Dans le cadre strict posé par ce texte, s’agissant d’une procédure prud’homale initialement introduite par M. B-C D le 1er octobre 2018 aux fins de contester son licenciement pour motif disciplinaire lui ayant été notifié le 8 février 2018, contestation renvoyant à un litige individuel né du contrat de travail qui le liait alors à la partie adverse, et plus précisément la Sas COMPAGNIE PETROLIERE DE L’OUEST (CPO), il existe un motif légitime à l’autoriser à faire appel du jugement du 7 octobre 2021 dès lors que la question de la recevabilité des interventions volontaires syndicales au regard de l’article L. 2132-3 présente juridiquement un objet de nature différente, rien en effet ne justifiant d’attendre le prononcé de l’arrêt de la présente cour sur cette dernière problématique pour qu’il soit ensuite statué sur les demandes indemnitaires et salariales de l’intéressé, outre qu’il existe un motif grave en raison de sa situation personnelle comme exposé dans ses écritures, sachant enfin que l’instance d’appel introduite par lesdites organisations syndicales (RG 20 01991) contre le jugement du 5 mars 2020 est actuellement à la mise en état en attente de fixation courant 2022.

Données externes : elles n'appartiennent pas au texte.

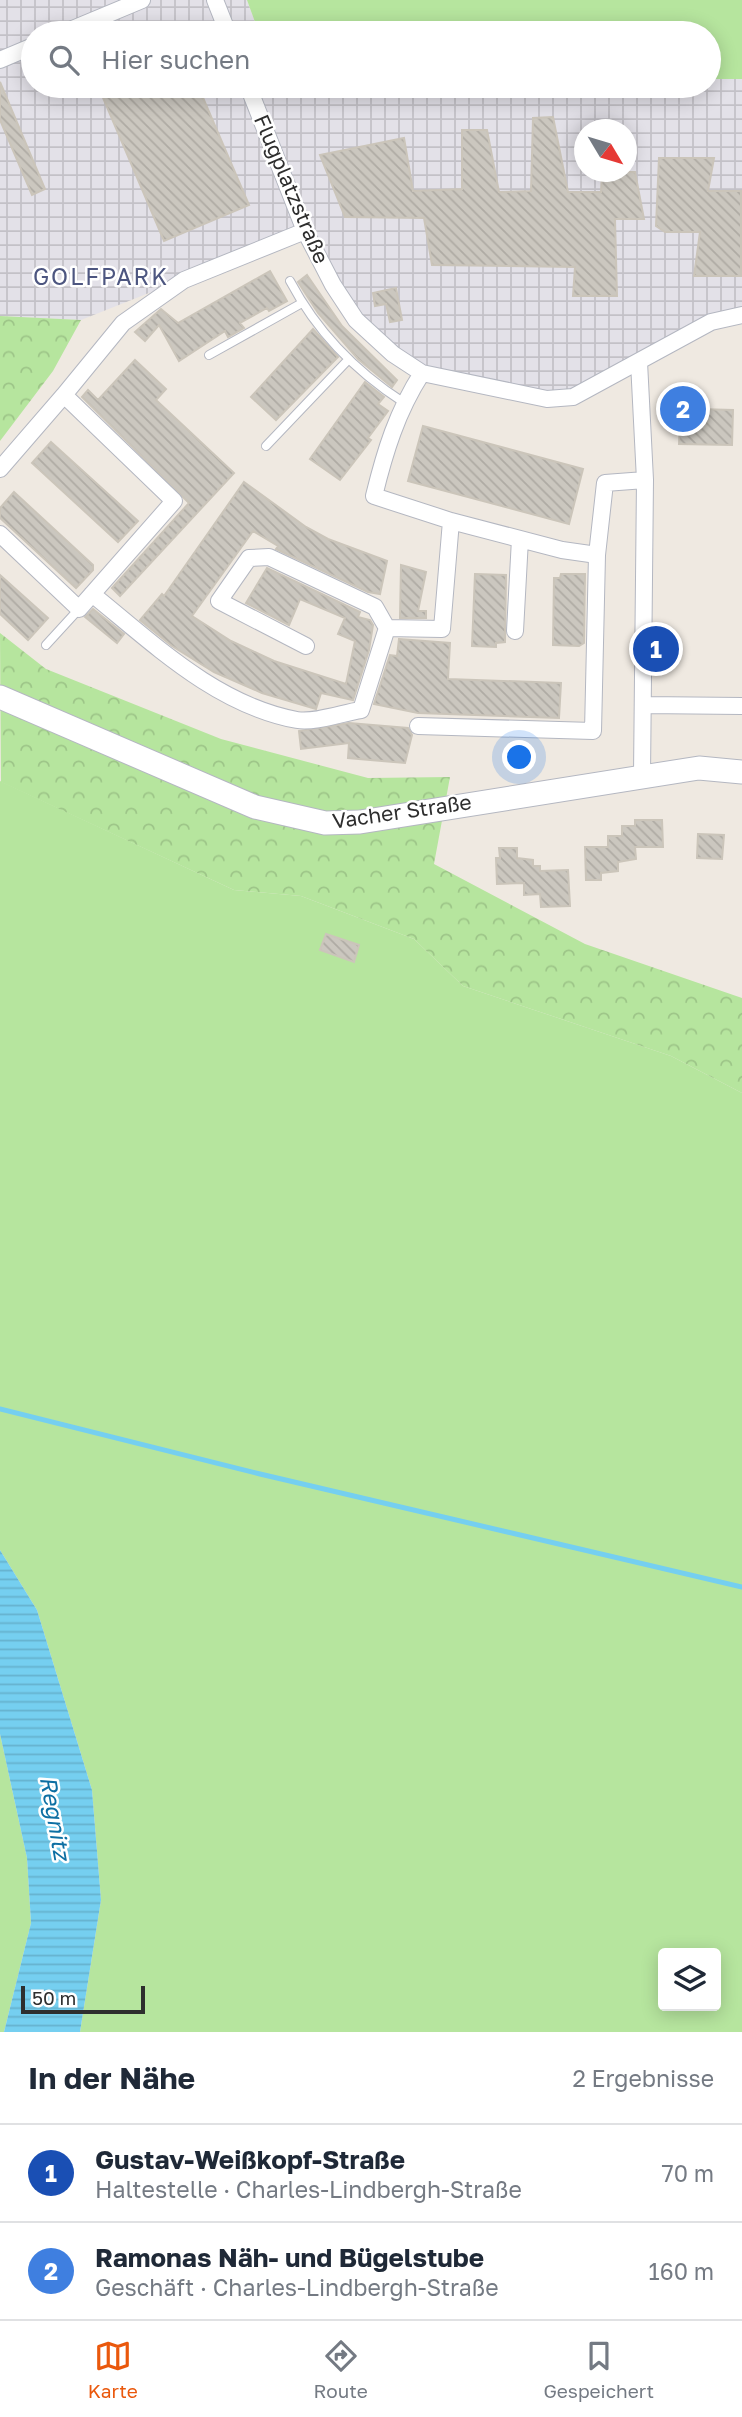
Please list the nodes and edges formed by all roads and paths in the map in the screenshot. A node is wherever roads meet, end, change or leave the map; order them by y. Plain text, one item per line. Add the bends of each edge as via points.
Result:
1 (142, 0) edge
2 (215, 0) edge
3 (92, 21) edge
4 (223, 21) edge
5 (21, 51) edge
6 (0, 60) edge
7 (253, 98) edge
8 (305, 231) junction
9 (290, 281) dead end
10 (302, 303) junction
11 (742, 315) edge
12 (209, 355) dead end
13 (348, 360) junction
14 (639, 362) junction
15 (422, 373) junction
16 (64, 395) junction
17 (403, 402) junction
18 (266, 446) dead end
19 (0, 469) edge
20 (645, 481) junction
21 (451, 521) junction
22 (0, 534) edge
23 (520, 539) junction
24 (597, 555) junction
25 (92, 594) junction
26 (79, 609) junction
27 (387, 628) junction
28 (515, 631) dead end
29 (46, 645) dead end
30 (306, 646) dead end
31 (0, 697) edge
32 (643, 705) junction
33 (742, 706) edge
34 (418, 726) dead end
35 (742, 772) edge
36 (642, 775) junction

1 - 3 street
2 - 4 street
5 - 6 street
7 - 8 street, Flugplatzstraße
8 - 15 street, Flugplatzstraße via 356,320
8 - 16 street via 184,280 122,323
9 - 10 lane
10 - 12 lane
10 - 13 lane
11 - 14 street, Flugplatzstraße via 711,322
13 - 17 lane
13 - 18 lane
14 - 15 street, Flugplatzstraße via 573,397 547,399
14 - 20 street
15 - 17 street
16 - 19 street
16 - 25 street via 174,501
17 - 21 street via 374,496
20 - 24 street via 605,483
20 - 32 street
21 - 23 street
21 - 27 street via 442,629
22 - 26 street
23 - 24 street
23 - 28 street
24 - 34 street via 593,731
25 - 26 street
25 - 27 street via 199,681 258,708 299,720 361,710
26 - 29 lane
27 - 30 street via 375,607 269,557 248,558 219,601
31 - 36 street, Vacher Straße via 255,807 325,823 360,822
32 - 33 street
32 - 36 street
35 - 36 street, Vacher Straße via 699,768

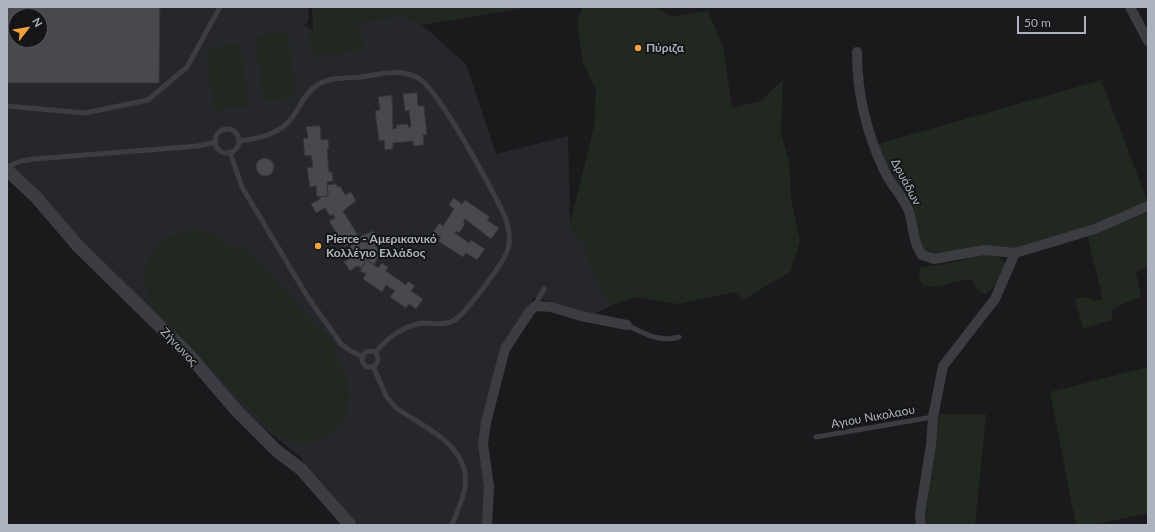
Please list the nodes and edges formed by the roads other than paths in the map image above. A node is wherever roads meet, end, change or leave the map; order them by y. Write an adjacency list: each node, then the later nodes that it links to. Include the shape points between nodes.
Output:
1 (220, 7): 5 (lane, via 187,67 148,100 85,113)
2 (1130, 7): 3 (street)
3 (1148, 41)
4 (857, 52): 12 (street, Δρυάδων, via 859,89 873,143 884,170 908,210 915,240 922,255 934,259 984,250)
5 (7, 106)
6 (239, 141): 7 (lane, via 237,134 227,129 220,132); 8 (lane, via 237,148); 17 (lane, via 260,137 282,128 291,120 312,89 330,80 396,72 424,81 438,99 503,212 509,231 508,250 469,306 458,317 444,324 422,323 408,327 382,344)
7 (216, 142): 8 (lane, via 222,151); 9 (lane, via 198,146 28,160)
8 (230, 152): 18 (lane, via 242,187 307,296 341,344)
9 (7, 167)
10 (7, 170): 22 (street, Ζήνωνος, via 36,197 93,262 188,354 236,410 277,452 301,469)
11 (1148, 206): 12 (street, via 1095,229)
12 (1015, 253): 20 (street, via 995,298 943,366)
13 (544, 289): 14 (lane)
14 (534, 306): 15 (street, via 551,307); 24 (street, via 505,349 486,422 483,444 489,486)
15 (627, 325): 16 (lane, via 651,337 662,339)
16 (679, 336)
17 (375, 353): 18 (lane, via 367,352); 19 (lane, via 378,361)
18 (363, 356): 19 (lane, via 365,365)
19 (373, 366): 23 (lane, via 389,401 451,445 465,468 465,488)
20 (933, 417): 21 (lane, Αγιου Νικολαου); 25 (street, via 920,514)
21 (816, 437)
22 (350, 525)
23 (452, 525)
24 (487, 525)
25 (921, 525)

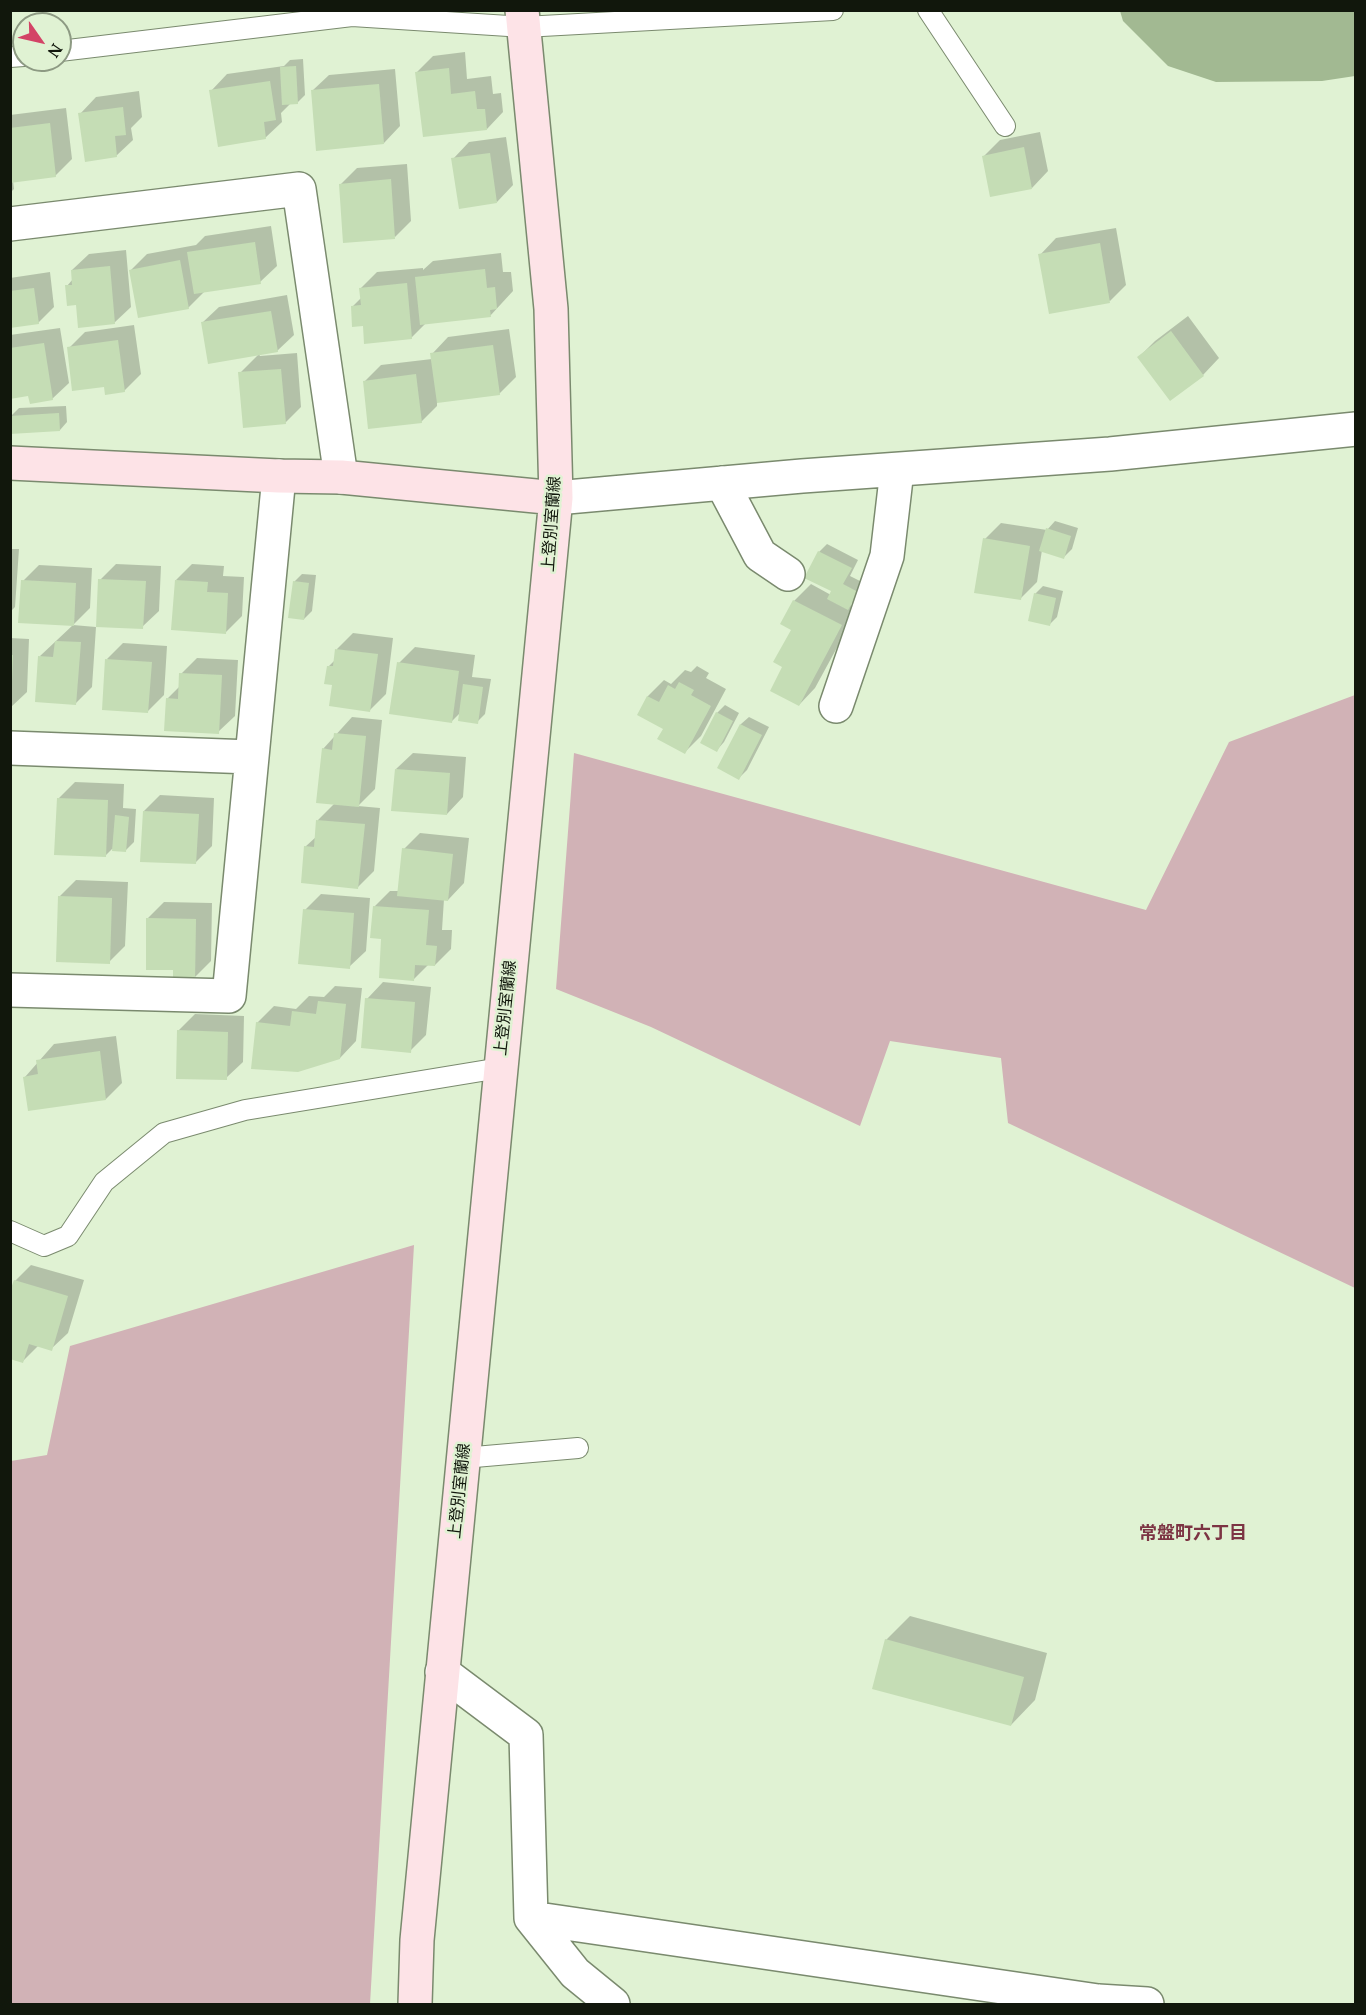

Pour l’ensemble de ces raisons, il convient ainsi d’autoriser M. B-C D a interjeté appel du jugement prud’homal du 7 octobre 2021, et de fixer au jeudi 3 mars 2022 (14h) la date à laquelle l’affaire sera examinée par la cour.
Il n’y a pas lieu à application des dispositions issues de l’article 700 du code de procédure civile, et les sociétés défenderesses seront condamnées in solidum aux dépens de la présente procédure.
PAR CES MOTIFS :
Le délégué du premier président,
AUTORISE M. B-C D a interjeté appel du jugement du conseil de prud’hommes de Nantes du 7 octobre 2021 ;
FIXE au jeudi 3 mars 2022 à 14h (Salle 144 – 1er étage du Parlement de Bretagne) la date à laquelle l’affaire sera examinée par la cour d’appel de Rennes (8ème chambre) ;
DIT n’y avoir lieu à application des dispositions issues de l’article 700 du code de procédure civile ;
CONDAMNE in solidum la Sas TOTALENERGIES PROXI NORD OUEST et la Sa TOTAL ENERGIE SE aux dépens de la présente procédure.
LE GREFFIER, LE DÉLÉGUÉ DU PREMIER PRÉSIDENT.